──────── SOURCE INFORMATION ────────

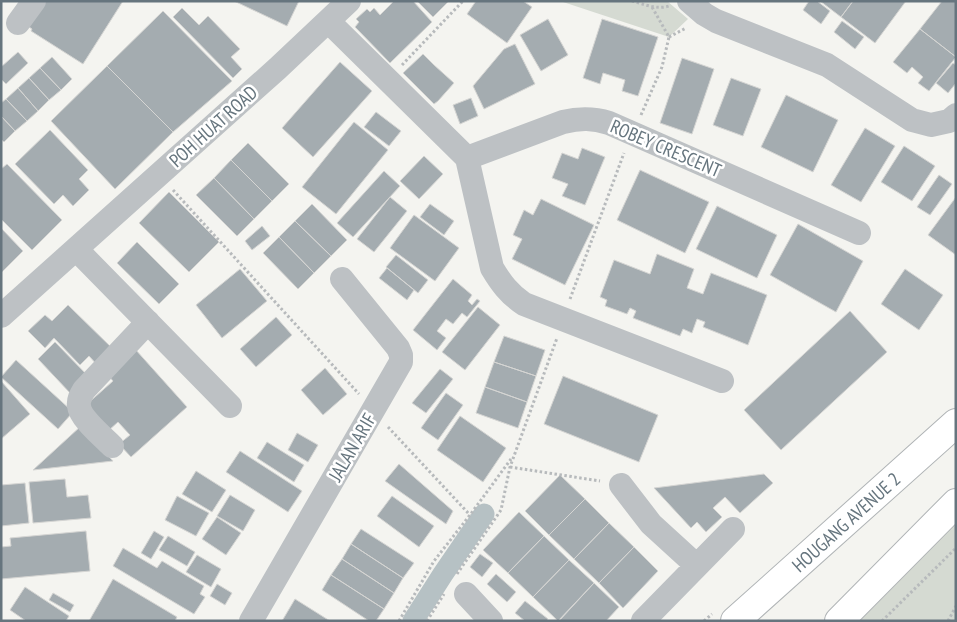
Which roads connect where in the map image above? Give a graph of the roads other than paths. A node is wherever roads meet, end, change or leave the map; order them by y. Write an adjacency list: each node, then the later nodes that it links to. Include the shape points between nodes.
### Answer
1 (34, 1): 5 (street)
2 (349, 1): 4 (street, POH HUAT ROAD)
3 (680, 3): 6 (street, via 827,66 912,120 931,125 949,122)
4 (328, 21): 7 (street); 9 (street, POH HUAT ROAD)
5 (18, 23)
6 (956, 115)
7 (467, 158): 8 (street, ROBEY CRESCENT, via 563,122 598,119); 13 (street, via 492,268 514,298 561,326)
8 (859, 233)
9 (76, 249): 11 (street, POH HUAT ROAD); 12 (street)
10 (342, 279): 22 (street, JALAN ARIF, via 398,348 401,362)
11 (1, 316)
12 (148, 322): 14 (street); 16 (street, via 84,390 78,405)
13 (722, 381)
14 (230, 406)
15 (956, 423): 25 (highway, HOUGANG AVENUE 2)
16 (112, 446)
17 (621, 485): 20 (street, via 651,524)
18 (956, 503): 26 (highway)
19 (733, 529): 20 (street)
20 (696, 566): 24 (street)
21 (466, 594): 23 (street)
22 (250, 621)
23 (491, 621)
24 (643, 621)
25 (735, 621)
26 (839, 621)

────────

[AIM OF THE EXERCISE]: The pictures stay out of the copy. Set down the entries above precisely.

[WRITTEN SOLUTION]:
Which roads connect where in the map image above? Give a graph of the roads other than paths. A node is wherever roads meet, end, change or leave the map; order them by y. Write an adjacency list: each node, then the later nodes that it links to. Include the shape points between nodes.
### Answer
1 (34, 1): 5 (street)
2 (349, 1): 4 (street, POH HUAT ROAD)
3 (680, 3): 6 (street, via 827,66 912,120 931,125 949,122)
4 (328, 21): 7 (street); 9 (street, POH HUAT ROAD)
5 (18, 23)
6 (956, 115)
7 (467, 158): 8 (street, ROBEY CRESCENT, via 563,122 598,119); 13 (street, via 492,268 514,298 561,326)
8 (859, 233)
9 (76, 249): 11 (street, POH HUAT ROAD); 12 (street)
10 (342, 279): 22 (street, JALAN ARIF, via 398,348 401,362)
11 (1, 316)
12 (148, 322): 14 (street); 16 (street, via 84,390 78,405)
13 (722, 381)
14 (230, 406)
15 (956, 423): 25 (highway, HOUGANG AVENUE 2)
16 (112, 446)
17 (621, 485): 20 (street, via 651,524)
18 (956, 503): 26 (highway)
19 (733, 529): 20 (street)
20 (696, 566): 24 (street)
21 (466, 594): 23 (street)
22 (250, 621)
23 (491, 621)
24 (643, 621)
25 (735, 621)
26 (839, 621)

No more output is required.